"""

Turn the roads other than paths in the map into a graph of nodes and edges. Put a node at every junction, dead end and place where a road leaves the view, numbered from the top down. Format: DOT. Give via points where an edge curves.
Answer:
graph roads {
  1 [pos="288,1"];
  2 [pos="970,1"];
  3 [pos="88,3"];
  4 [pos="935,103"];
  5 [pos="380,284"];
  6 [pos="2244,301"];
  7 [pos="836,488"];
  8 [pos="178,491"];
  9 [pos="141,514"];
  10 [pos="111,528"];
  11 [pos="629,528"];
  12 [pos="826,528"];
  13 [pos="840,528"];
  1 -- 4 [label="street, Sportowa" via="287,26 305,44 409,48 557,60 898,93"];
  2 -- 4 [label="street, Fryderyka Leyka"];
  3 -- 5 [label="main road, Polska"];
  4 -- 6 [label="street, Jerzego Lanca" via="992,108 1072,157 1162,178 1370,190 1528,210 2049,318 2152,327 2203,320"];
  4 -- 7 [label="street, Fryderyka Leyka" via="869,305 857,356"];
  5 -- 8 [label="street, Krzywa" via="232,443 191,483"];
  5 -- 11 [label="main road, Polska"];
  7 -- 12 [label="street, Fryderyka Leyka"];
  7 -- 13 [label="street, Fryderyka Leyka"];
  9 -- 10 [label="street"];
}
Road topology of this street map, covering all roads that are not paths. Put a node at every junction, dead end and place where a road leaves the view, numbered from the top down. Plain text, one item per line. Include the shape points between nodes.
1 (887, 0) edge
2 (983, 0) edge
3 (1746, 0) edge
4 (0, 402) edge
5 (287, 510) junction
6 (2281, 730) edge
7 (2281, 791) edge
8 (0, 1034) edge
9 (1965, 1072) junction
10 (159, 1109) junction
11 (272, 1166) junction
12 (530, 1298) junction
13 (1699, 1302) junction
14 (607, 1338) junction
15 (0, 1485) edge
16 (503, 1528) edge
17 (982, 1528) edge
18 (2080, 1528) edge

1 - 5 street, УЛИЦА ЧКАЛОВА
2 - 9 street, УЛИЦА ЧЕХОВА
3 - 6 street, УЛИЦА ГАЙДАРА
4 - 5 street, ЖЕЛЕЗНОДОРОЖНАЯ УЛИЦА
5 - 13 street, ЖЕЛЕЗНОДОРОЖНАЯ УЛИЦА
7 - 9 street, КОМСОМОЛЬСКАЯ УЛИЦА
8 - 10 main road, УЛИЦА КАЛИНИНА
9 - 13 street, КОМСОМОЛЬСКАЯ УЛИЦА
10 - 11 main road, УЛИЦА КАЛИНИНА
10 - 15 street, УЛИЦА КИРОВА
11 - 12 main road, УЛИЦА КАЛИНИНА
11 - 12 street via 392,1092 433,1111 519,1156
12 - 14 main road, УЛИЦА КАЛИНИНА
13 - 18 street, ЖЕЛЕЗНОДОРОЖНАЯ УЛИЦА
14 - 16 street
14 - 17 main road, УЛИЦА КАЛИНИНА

"""

* EXERCISE DESCRIPTION: The answer must be a word-for-word reproduction of every record above.

* RESPONSE AREA:
Turn the roads other than paths in the map into a graph of nodes and edges. Put a node at every junction, dead end and place where a road leaves the view, numbered from the top down. Format: DOT. Give via points where an edge curves.
Answer:
graph roads {
  1 [pos="288,1"];
  2 [pos="970,1"];
  3 [pos="88,3"];
  4 [pos="935,103"];
  5 [pos="380,284"];
  6 [pos="2244,301"];
  7 [pos="836,488"];
  8 [pos="178,491"];
  9 [pos="141,514"];
  10 [pos="111,528"];
  11 [pos="629,528"];
  12 [pos="826,528"];
  13 [pos="840,528"];
  1 -- 4 [label="street, Sportowa" via="287,26 305,44 409,48 557,60 898,93"];
  2 -- 4 [label="street, Fryderyka Leyka"];
  3 -- 5 [label="main road, Polska"];
  4 -- 6 [label="street, Jerzego Lanca" via="992,108 1072,157 1162,178 1370,190 1528,210 2049,318 2152,327 2203,320"];
  4 -- 7 [label="street, Fryderyka Leyka" via="869,305 857,356"];
  5 -- 8 [label="street, Krzywa" via="232,443 191,483"];
  5 -- 11 [label="main road, Polska"];
  7 -- 12 [label="street, Fryderyka Leyka"];
  7 -- 13 [label="street, Fryderyka Leyka"];
  9 -- 10 [label="street"];
}
Road topology of this street map, covering all roads that are not paths. Put a node at every junction, dead end and place where a road leaves the view, numbered from the top down. Plain text, one item per line. Include the shape points between nodes.
1 (887, 0) edge
2 (983, 0) edge
3 (1746, 0) edge
4 (0, 402) edge
5 (287, 510) junction
6 (2281, 730) edge
7 (2281, 791) edge
8 (0, 1034) edge
9 (1965, 1072) junction
10 (159, 1109) junction
11 (272, 1166) junction
12 (530, 1298) junction
13 (1699, 1302) junction
14 (607, 1338) junction
15 (0, 1485) edge
16 (503, 1528) edge
17 (982, 1528) edge
18 (2080, 1528) edge

1 - 5 street, УЛИЦА ЧКАЛОВА
2 - 9 street, УЛИЦА ЧЕХОВА
3 - 6 street, УЛИЦА ГАЙДАРА
4 - 5 street, ЖЕЛЕЗНОДОРОЖНАЯ УЛИЦА
5 - 13 street, ЖЕЛЕЗНОДОРОЖНАЯ УЛИЦА
7 - 9 street, КОМСОМОЛЬСКАЯ УЛИЦА
8 - 10 main road, УЛИЦА КАЛИНИНА
9 - 13 street, КОМСОМОЛЬСКАЯ УЛИЦА
10 - 11 main road, УЛИЦА КАЛИНИНА
10 - 15 street, УЛИЦА КИРОВА
11 - 12 main road, УЛИЦА КАЛИНИНА
11 - 12 street via 392,1092 433,1111 519,1156
12 - 14 main road, УЛИЦА КАЛИНИНА
13 - 18 street, ЖЕЛЕЗНОДОРОЖНАЯ УЛИЦА
14 - 16 street
14 - 17 main road, УЛИЦА КАЛИНИНА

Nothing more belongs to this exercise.